Stored data:
□ □ □
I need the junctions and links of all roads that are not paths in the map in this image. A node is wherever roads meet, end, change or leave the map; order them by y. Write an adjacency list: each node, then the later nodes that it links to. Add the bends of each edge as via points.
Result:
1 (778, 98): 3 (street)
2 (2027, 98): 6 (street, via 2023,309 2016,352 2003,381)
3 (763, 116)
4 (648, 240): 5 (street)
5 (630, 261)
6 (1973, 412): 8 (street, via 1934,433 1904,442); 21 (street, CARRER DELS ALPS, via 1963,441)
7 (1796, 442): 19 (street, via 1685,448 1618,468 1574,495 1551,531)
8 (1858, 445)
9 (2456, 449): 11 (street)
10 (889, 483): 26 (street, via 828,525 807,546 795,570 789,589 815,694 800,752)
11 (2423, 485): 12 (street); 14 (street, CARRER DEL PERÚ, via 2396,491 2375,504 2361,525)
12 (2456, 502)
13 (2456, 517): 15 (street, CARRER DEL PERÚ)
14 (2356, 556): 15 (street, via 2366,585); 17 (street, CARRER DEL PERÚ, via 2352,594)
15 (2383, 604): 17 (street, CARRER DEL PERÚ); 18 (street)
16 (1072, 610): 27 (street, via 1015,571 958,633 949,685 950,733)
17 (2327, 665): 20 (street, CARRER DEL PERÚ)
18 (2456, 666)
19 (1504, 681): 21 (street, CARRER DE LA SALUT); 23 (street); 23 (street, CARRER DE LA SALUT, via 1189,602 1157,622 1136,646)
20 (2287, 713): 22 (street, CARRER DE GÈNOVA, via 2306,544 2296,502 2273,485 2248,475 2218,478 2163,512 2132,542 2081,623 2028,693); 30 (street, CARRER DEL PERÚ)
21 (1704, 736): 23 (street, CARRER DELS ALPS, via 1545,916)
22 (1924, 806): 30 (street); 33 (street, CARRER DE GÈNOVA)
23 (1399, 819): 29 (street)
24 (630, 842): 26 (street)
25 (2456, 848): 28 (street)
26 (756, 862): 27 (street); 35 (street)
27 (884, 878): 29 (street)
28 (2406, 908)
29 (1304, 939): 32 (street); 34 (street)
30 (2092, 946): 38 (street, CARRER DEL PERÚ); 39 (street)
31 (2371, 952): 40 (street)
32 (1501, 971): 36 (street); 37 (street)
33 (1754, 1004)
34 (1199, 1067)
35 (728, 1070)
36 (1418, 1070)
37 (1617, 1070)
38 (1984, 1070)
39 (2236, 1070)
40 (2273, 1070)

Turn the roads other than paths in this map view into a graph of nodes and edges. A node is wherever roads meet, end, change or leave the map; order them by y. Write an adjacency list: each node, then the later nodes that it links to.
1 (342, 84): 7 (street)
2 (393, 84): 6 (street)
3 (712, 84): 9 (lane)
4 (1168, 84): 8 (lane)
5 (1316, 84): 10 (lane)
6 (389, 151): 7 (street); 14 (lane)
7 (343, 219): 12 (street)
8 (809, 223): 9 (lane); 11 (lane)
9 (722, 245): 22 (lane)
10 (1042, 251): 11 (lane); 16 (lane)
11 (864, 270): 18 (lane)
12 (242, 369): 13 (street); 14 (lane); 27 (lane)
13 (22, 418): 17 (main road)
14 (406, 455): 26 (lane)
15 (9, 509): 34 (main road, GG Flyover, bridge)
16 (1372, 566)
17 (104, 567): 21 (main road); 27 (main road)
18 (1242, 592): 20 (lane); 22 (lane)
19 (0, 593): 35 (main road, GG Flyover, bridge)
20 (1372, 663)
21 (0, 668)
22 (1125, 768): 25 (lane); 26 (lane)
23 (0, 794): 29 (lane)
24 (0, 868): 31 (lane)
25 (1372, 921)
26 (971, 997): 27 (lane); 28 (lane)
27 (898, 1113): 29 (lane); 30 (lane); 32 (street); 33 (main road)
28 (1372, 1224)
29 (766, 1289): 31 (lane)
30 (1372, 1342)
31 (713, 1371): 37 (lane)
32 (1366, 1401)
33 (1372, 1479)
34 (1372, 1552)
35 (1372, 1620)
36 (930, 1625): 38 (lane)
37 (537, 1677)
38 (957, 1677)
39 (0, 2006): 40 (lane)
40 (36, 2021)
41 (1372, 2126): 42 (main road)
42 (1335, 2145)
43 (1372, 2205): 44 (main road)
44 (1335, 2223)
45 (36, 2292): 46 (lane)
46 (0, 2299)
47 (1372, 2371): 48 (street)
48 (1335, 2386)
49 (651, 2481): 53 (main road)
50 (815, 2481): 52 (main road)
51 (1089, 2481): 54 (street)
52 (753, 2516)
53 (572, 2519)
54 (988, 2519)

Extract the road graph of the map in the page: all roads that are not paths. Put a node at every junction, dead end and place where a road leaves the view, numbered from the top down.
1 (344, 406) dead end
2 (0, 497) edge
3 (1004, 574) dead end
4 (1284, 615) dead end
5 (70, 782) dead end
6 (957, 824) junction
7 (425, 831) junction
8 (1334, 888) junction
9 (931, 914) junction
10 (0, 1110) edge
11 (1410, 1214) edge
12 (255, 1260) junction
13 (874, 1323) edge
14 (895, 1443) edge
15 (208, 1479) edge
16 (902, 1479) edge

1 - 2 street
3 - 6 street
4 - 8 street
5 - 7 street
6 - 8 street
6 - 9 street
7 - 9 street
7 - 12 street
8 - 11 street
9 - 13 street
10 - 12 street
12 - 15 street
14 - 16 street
□ □ □
- WORK ITEM -
Reproduce the records above word for word.

- WRITTEN SOLUTION -
I need the junctions and links of all roads that are not paths in the map in this image. A node is wherever roads meet, end, change or leave the map; order them by y. Write an adjacency list: each node, then the later nodes that it links to. Add the bends of each edge as via points.
Result:
1 (778, 98): 3 (street)
2 (2027, 98): 6 (street, via 2023,309 2016,352 2003,381)
3 (763, 116)
4 (648, 240): 5 (street)
5 (630, 261)
6 (1973, 412): 8 (street, via 1934,433 1904,442); 21 (street, CARRER DELS ALPS, via 1963,441)
7 (1796, 442): 19 (street, via 1685,448 1618,468 1574,495 1551,531)
8 (1858, 445)
9 (2456, 449): 11 (street)
10 (889, 483): 26 (street, via 828,525 807,546 795,570 789,589 815,694 800,752)
11 (2423, 485): 12 (street); 14 (street, CARRER DEL PERÚ, via 2396,491 2375,504 2361,525)
12 (2456, 502)
13 (2456, 517): 15 (street, CARRER DEL PERÚ)
14 (2356, 556): 15 (street, via 2366,585); 17 (street, CARRER DEL PERÚ, via 2352,594)
15 (2383, 604): 17 (street, CARRER DEL PERÚ); 18 (street)
16 (1072, 610): 27 (street, via 1015,571 958,633 949,685 950,733)
17 (2327, 665): 20 (street, CARRER DEL PERÚ)
18 (2456, 666)
19 (1504, 681): 21 (street, CARRER DE LA SALUT); 23 (street); 23 (street, CARRER DE LA SALUT, via 1189,602 1157,622 1136,646)
20 (2287, 713): 22 (street, CARRER DE GÈNOVA, via 2306,544 2296,502 2273,485 2248,475 2218,478 2163,512 2132,542 2081,623 2028,693); 30 (street, CARRER DEL PERÚ)
21 (1704, 736): 23 (street, CARRER DELS ALPS, via 1545,916)
22 (1924, 806): 30 (street); 33 (street, CARRER DE GÈNOVA)
23 (1399, 819): 29 (street)
24 (630, 842): 26 (street)
25 (2456, 848): 28 (street)
26 (756, 862): 27 (street); 35 (street)
27 (884, 878): 29 (street)
28 (2406, 908)
29 (1304, 939): 32 (street); 34 (street)
30 (2092, 946): 38 (street, CARRER DEL PERÚ); 39 (street)
31 (2371, 952): 40 (street)
32 (1501, 971): 36 (street); 37 (street)
33 (1754, 1004)
34 (1199, 1067)
35 (728, 1070)
36 (1418, 1070)
37 (1617, 1070)
38 (1984, 1070)
39 (2236, 1070)
40 (2273, 1070)

Turn the roads other than paths in this map view into a graph of nodes and edges. A node is wherever roads meet, end, change or leave the map; order them by y. Write an adjacency list: each node, then the later nodes that it links to.
1 (342, 84): 7 (street)
2 (393, 84): 6 (street)
3 (712, 84): 9 (lane)
4 (1168, 84): 8 (lane)
5 (1316, 84): 10 (lane)
6 (389, 151): 7 (street); 14 (lane)
7 (343, 219): 12 (street)
8 (809, 223): 9 (lane); 11 (lane)
9 (722, 245): 22 (lane)
10 (1042, 251): 11 (lane); 16 (lane)
11 (864, 270): 18 (lane)
12 (242, 369): 13 (street); 14 (lane); 27 (lane)
13 (22, 418): 17 (main road)
14 (406, 455): 26 (lane)
15 (9, 509): 34 (main road, GG Flyover, bridge)
16 (1372, 566)
17 (104, 567): 21 (main road); 27 (main road)
18 (1242, 592): 20 (lane); 22 (lane)
19 (0, 593): 35 (main road, GG Flyover, bridge)
20 (1372, 663)
21 (0, 668)
22 (1125, 768): 25 (lane); 26 (lane)
23 (0, 794): 29 (lane)
24 (0, 868): 31 (lane)
25 (1372, 921)
26 (971, 997): 27 (lane); 28 (lane)
27 (898, 1113): 29 (lane); 30 (lane); 32 (street); 33 (main road)
28 (1372, 1224)
29 (766, 1289): 31 (lane)
30 (1372, 1342)
31 (713, 1371): 37 (lane)
32 (1366, 1401)
33 (1372, 1479)
34 (1372, 1552)
35 (1372, 1620)
36 (930, 1625): 38 (lane)
37 (537, 1677)
38 (957, 1677)
39 (0, 2006): 40 (lane)
40 (36, 2021)
41 (1372, 2126): 42 (main road)
42 (1335, 2145)
43 (1372, 2205): 44 (main road)
44 (1335, 2223)
45 (36, 2292): 46 (lane)
46 (0, 2299)
47 (1372, 2371): 48 (street)
48 (1335, 2386)
49 (651, 2481): 53 (main road)
50 (815, 2481): 52 (main road)
51 (1089, 2481): 54 (street)
52 (753, 2516)
53 (572, 2519)
54 (988, 2519)

Extract the road graph of the map in the page: all roads that are not paths. Put a node at every junction, dead end and place where a road leaves the view, numbered from the top down.
1 (344, 406) dead end
2 (0, 497) edge
3 (1004, 574) dead end
4 (1284, 615) dead end
5 (70, 782) dead end
6 (957, 824) junction
7 (425, 831) junction
8 (1334, 888) junction
9 (931, 914) junction
10 (0, 1110) edge
11 (1410, 1214) edge
12 (255, 1260) junction
13 (874, 1323) edge
14 (895, 1443) edge
15 (208, 1479) edge
16 (902, 1479) edge

1 - 2 street
3 - 6 street
4 - 8 street
5 - 7 street
6 - 8 street
6 - 9 street
7 - 9 street
7 - 12 street
8 - 11 street
9 - 13 street
10 - 12 street
12 - 15 street
14 - 16 street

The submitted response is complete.